Fas ligand is required for the development of respiratory syncytial virus vaccine-enhanced disease.

Children immunized with a formalin-inactivated respiratory syncytial virus (RSV) vaccine experienced enhanced disease and exhibited pulmonary eosinophilia upon natural RSV infection. BALB/c mice immunized with either formalin-inactivated RSV or a recombinant vaccinia virus (vacv) expressing the RSV attachment (G) protein develop extensive pulmonary eosinophilia after RSV challenge that mimics the eosinophilic response observed in the children during the 1960s vaccine trials. Fas ligand (FasL) is a major immune effector molecule that can contribute to the clearance of respiratory viruses. However, the role of FasL in the development of RSV vaccine-enhanced disease has not been elucidated. RSV challenge of vacvG-immunized gld mice, that lack functional FasL, results in diminished systemic disease as well as pulmonary eosinophilia. The magnitude of the secondary RSV G-specific CD4 T cell response was diminished in gld mice as compared with wild-type controls.

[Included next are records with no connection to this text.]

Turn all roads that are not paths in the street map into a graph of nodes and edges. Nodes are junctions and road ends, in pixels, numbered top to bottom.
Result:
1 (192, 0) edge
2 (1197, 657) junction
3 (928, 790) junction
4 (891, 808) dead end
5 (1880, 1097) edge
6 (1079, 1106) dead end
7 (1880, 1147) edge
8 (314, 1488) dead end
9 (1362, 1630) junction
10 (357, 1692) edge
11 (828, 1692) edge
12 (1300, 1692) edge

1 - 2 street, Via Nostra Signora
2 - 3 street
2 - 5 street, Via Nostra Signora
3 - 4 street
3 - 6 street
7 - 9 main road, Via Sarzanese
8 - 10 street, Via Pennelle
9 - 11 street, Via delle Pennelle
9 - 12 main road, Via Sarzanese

Furthermore, we show that CD4 T cells isolated after RSV challenge of vacvG-immunized gld mice exhibit enhanced expression of Annexin V and caspase 3/7 indicating that FasL is important for either the survival or the expansion of virus-specific secondary effector CD4 T cells. Taken together, these data identify a previously undefined role for FasL in the accumulation of secondary effector CD4 T cells and the development of RSV vaccine-enhanced disease.